As one gained experience, a caddy’s assignments would gravitate toward the best golfers, who also tended to be the most generous tippers.
But after a year or so on the job, I became convinced that we were underpaid and should ask for a raise. Caddies were in short supply, and most courses in the county were paying $1.50 per round as compared to our $1.25. It was a continuing topic of conversation in the caddy shack. After a couple of weekends of talk, we grew bolder and agreed to force the issue. After all, caddies at other county courses were enjoying their raise. We even went so far as to agree to go on strike if our request wasn't met.
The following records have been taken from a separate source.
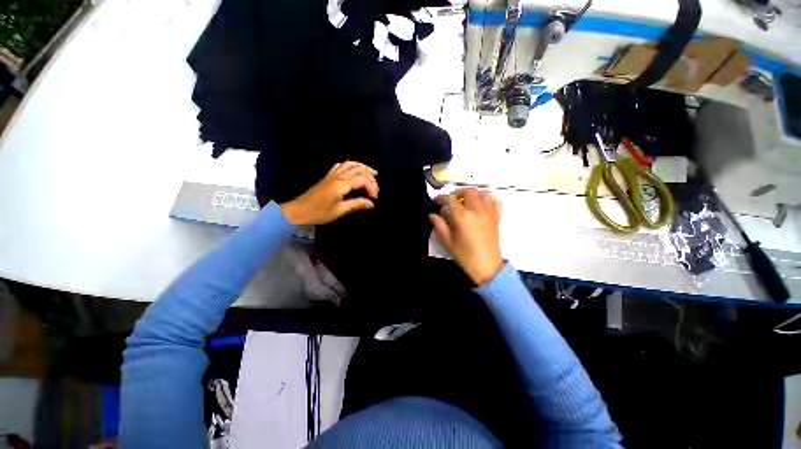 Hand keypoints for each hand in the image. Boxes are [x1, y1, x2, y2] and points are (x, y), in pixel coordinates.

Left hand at [280, 161, 378, 224]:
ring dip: (363, 168)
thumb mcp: (339, 210)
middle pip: (359, 169)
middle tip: (376, 189)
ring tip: (372, 174)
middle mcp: (338, 176)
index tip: (375, 199)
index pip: (362, 180)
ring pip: (351, 164)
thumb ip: (356, 204)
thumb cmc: (319, 212)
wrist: (299, 210)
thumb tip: (371, 204)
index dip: (372, 187)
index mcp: (341, 184)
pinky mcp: (328, 176)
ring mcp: (332, 174)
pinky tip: (355, 170)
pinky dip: (351, 165)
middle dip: (370, 177)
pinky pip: (341, 165)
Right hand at [430, 188, 502, 285]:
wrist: (487, 267)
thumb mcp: (448, 242)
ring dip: (473, 194)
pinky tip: (481, 205)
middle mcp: (477, 210)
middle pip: (468, 191)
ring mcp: (489, 213)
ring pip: (483, 193)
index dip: (441, 198)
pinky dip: (487, 199)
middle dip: (457, 193)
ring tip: (466, 201)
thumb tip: (432, 215)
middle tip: (451, 201)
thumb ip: (439, 226)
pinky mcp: (496, 217)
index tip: (436, 201)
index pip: (450, 199)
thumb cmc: (465, 255)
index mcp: (463, 216)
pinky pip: (494, 201)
I volunteered to talk with Mr. Dee about the raise, and the group readily supported. I was pretty confident that Mr. Dee would see the logic of our position and agree to the suggested increase in pay. I felt I was on solid ground with the higher pay scale of other county courses.
When the caddy master next came into the yard to select a caddy, I approached him and told the man we wanted a raise for our efforts. He stopped, got red in the face and exploded, “George, you’re out of line, and you’re through here as a caddy! You get your ass outta here, and I mean right now!”
There wasn’t a murmur from the other caddies as I hastily got out of there. Looking at my fellow caddies, he ranted, “Anybody else thinking about a raise can also get out down the road with George.” It got awful quiet. Not one person made a move.
I left Sprain Lake to become a caddy at Sunningdale Country Club, a private course several miles north of my former employer. It turned out to be a much better deal, as the golfers were faster, better players and far more generous in tipping. I concentrated on learning the game, avoiding any discussions on pay scale or working conditions. My organizing, labor relations days were over.
The Sprain Lake firing also taught me an important lesson that stayed with me for the rest of my life — to be a leader, one must have followers.